## Assigned task
When a line below contains the string "صالح", show that line.
+===+
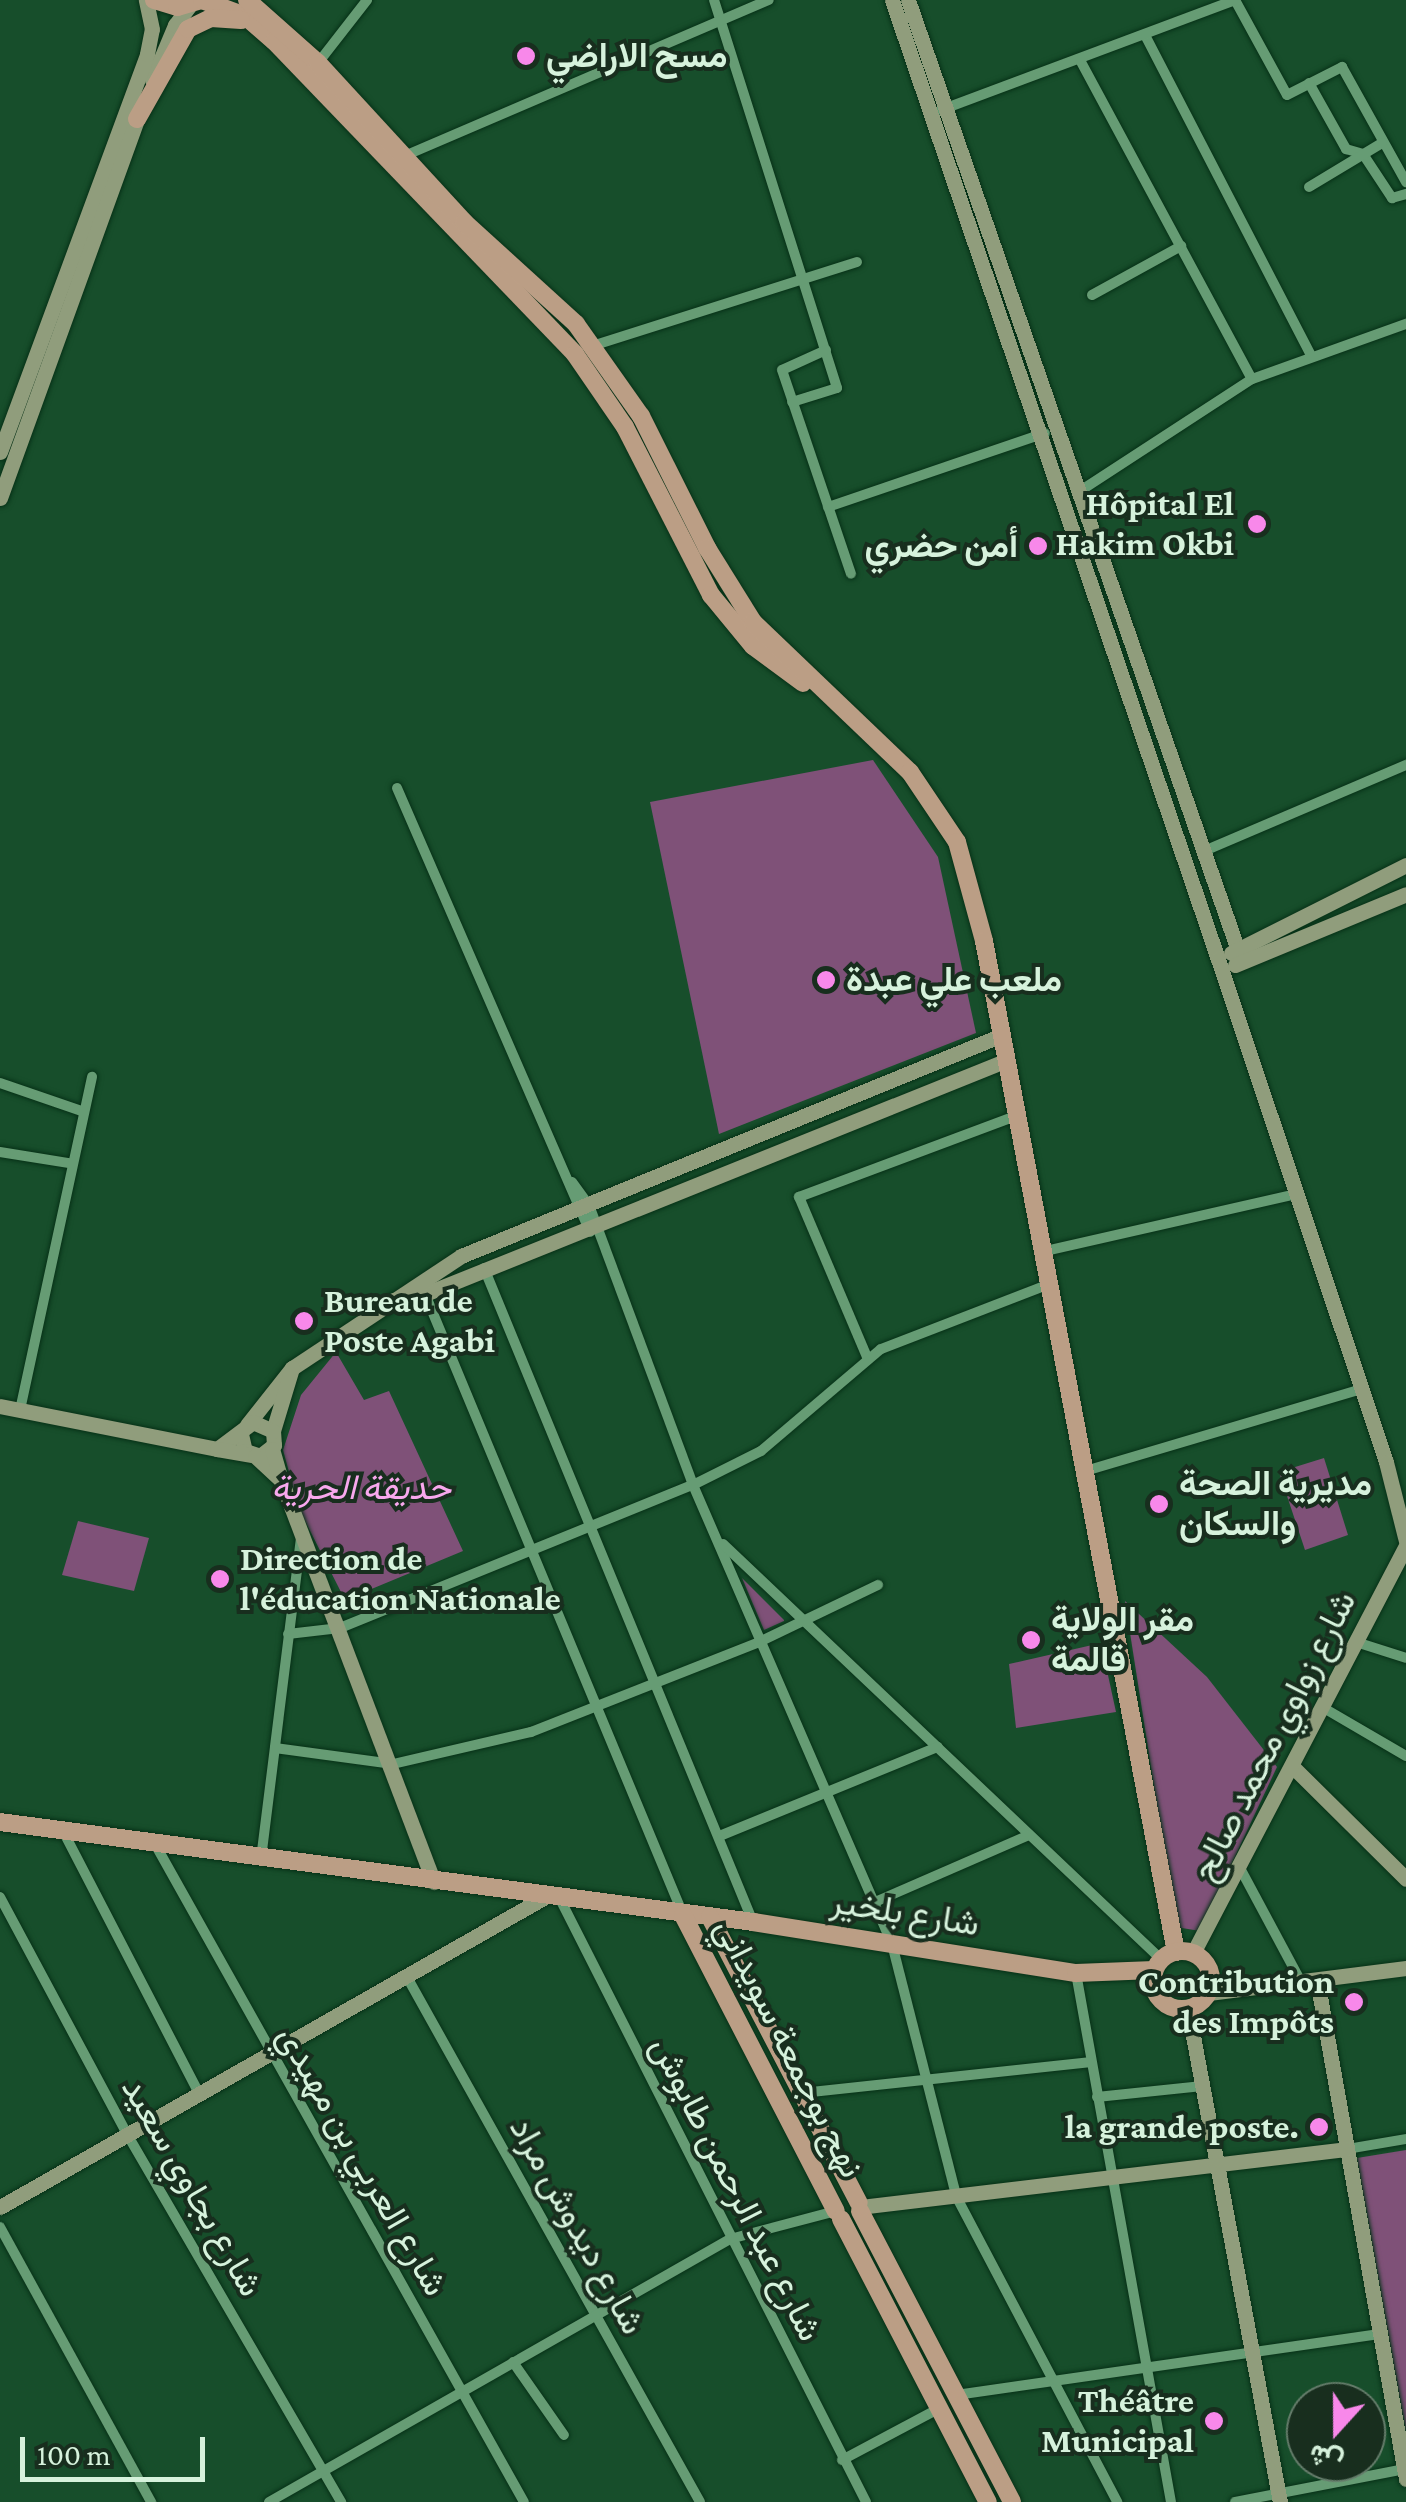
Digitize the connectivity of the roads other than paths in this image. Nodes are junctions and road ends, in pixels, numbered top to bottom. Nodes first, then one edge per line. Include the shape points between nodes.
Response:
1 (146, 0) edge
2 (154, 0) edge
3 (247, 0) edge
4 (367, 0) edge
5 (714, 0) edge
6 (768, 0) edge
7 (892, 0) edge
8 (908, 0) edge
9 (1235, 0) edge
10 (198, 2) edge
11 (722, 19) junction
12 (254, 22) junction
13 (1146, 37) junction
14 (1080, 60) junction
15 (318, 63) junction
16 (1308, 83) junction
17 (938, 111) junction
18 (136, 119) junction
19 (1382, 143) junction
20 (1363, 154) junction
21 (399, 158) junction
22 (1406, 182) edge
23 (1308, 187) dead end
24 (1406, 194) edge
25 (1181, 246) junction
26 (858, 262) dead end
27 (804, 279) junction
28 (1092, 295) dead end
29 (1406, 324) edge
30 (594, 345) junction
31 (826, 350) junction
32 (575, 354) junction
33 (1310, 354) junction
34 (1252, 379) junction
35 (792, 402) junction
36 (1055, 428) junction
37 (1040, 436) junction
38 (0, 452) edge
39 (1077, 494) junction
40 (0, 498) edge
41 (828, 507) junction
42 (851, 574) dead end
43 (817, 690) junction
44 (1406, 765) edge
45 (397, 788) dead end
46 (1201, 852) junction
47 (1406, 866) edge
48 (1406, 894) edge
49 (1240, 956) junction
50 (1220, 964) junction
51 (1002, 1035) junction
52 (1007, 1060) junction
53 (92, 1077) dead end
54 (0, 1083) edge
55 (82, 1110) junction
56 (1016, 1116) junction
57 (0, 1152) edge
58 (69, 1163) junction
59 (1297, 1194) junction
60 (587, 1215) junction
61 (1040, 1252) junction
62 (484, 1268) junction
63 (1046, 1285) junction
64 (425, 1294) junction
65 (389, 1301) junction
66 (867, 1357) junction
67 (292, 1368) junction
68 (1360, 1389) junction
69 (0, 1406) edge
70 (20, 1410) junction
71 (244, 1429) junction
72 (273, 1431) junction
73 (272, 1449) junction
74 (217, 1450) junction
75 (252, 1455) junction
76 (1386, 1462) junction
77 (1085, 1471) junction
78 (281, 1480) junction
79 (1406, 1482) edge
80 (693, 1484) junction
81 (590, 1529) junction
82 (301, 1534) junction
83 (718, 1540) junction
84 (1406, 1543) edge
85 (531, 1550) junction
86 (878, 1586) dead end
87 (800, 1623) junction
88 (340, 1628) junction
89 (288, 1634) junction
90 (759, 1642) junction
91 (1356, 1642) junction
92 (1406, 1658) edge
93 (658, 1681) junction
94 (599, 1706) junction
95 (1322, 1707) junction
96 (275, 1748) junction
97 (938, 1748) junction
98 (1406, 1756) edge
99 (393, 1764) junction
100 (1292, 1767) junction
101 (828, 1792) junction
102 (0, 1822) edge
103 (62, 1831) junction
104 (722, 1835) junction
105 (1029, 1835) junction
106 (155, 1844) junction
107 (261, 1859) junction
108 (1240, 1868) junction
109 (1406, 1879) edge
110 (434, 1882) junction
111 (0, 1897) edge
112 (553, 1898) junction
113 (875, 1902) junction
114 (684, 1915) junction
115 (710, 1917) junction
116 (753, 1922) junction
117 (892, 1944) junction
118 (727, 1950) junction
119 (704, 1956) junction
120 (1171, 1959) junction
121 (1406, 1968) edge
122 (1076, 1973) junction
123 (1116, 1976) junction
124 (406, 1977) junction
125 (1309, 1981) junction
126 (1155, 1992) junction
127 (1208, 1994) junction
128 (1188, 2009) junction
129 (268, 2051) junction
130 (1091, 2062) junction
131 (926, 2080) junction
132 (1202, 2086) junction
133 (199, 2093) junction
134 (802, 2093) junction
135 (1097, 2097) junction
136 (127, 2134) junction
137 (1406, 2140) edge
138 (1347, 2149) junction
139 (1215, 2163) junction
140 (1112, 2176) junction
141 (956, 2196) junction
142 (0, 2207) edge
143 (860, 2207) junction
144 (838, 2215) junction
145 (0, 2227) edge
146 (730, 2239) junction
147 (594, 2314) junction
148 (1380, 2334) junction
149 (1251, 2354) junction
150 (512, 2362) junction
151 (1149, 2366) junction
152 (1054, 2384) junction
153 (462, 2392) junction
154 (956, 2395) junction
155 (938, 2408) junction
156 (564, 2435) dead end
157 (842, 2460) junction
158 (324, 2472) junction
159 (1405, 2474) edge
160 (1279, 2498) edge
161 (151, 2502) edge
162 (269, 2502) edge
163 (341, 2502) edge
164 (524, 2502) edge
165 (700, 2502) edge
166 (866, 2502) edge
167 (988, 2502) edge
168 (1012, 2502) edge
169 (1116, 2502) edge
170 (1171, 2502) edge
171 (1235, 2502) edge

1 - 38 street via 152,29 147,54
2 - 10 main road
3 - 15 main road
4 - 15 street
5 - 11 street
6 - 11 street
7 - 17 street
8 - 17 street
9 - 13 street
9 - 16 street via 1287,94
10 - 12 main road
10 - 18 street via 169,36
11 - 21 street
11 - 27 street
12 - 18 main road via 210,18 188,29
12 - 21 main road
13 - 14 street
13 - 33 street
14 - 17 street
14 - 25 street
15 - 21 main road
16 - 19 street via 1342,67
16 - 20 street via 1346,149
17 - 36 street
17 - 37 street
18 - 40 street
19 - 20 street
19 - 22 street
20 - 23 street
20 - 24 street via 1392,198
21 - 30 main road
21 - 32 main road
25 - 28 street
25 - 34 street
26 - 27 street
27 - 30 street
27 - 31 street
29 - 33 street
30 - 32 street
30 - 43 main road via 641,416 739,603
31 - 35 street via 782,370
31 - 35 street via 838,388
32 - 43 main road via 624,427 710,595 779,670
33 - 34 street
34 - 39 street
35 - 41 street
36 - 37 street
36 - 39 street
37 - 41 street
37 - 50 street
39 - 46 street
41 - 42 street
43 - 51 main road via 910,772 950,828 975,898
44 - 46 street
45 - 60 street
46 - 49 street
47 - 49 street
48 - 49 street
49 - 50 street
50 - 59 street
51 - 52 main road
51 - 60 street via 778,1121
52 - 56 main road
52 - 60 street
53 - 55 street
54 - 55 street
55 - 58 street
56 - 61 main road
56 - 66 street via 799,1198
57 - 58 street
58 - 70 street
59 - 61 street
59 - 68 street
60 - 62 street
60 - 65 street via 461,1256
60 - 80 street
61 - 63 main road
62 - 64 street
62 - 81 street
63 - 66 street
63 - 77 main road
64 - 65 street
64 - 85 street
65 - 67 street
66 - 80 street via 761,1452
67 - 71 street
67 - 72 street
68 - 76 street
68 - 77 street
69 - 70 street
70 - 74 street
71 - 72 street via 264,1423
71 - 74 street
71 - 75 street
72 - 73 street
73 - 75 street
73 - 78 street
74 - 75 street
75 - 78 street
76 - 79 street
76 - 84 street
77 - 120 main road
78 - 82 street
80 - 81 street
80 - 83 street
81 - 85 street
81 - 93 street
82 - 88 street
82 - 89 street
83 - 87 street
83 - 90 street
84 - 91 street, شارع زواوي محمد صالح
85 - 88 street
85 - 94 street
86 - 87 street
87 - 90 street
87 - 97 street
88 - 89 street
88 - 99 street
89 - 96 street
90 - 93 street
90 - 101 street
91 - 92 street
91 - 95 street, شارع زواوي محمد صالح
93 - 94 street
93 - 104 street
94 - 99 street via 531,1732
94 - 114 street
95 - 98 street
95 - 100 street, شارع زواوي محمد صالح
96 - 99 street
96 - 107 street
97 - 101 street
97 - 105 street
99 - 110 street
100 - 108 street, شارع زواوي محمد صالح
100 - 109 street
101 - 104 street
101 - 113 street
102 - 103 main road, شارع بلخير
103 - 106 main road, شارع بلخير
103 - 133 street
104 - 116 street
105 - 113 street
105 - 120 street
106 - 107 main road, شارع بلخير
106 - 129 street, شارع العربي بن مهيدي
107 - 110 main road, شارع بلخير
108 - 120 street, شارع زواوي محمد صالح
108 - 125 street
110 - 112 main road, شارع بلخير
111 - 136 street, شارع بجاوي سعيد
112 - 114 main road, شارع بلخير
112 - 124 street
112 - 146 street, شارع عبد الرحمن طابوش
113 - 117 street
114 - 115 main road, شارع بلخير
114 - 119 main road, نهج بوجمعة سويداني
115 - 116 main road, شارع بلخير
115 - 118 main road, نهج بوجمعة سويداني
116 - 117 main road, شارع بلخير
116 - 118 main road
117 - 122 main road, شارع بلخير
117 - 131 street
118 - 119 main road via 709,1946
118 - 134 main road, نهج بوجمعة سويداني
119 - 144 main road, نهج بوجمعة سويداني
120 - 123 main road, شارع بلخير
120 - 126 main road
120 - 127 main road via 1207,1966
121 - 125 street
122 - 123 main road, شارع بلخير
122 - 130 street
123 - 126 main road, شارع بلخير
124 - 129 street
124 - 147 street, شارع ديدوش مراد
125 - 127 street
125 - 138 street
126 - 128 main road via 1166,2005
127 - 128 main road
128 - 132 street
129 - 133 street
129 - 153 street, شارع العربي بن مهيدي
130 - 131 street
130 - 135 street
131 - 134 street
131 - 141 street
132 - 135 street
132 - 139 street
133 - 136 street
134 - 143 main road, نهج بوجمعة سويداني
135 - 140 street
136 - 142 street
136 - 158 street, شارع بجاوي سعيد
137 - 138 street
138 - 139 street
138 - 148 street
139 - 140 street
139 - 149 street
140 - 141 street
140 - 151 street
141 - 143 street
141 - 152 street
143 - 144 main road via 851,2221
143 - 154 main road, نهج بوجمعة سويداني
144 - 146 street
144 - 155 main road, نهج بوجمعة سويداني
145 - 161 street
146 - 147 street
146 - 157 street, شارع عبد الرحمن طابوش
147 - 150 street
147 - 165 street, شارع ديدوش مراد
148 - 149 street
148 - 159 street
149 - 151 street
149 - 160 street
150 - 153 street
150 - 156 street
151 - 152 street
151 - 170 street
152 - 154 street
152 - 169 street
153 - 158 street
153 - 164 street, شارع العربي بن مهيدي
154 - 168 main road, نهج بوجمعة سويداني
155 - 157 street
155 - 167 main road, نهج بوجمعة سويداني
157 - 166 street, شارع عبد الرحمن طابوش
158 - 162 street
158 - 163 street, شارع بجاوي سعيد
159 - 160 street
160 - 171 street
+===+
## Task answer
84 - 91 street, شارع زواوي محمد صالح
91 - 95 street, شارع زواوي محمد صالح
95 - 100 street, شارع زواوي محمد صالح
100 - 108 street, شارع زواوي محمد صالح
108 - 120 street, شارع زواوي محمد صالح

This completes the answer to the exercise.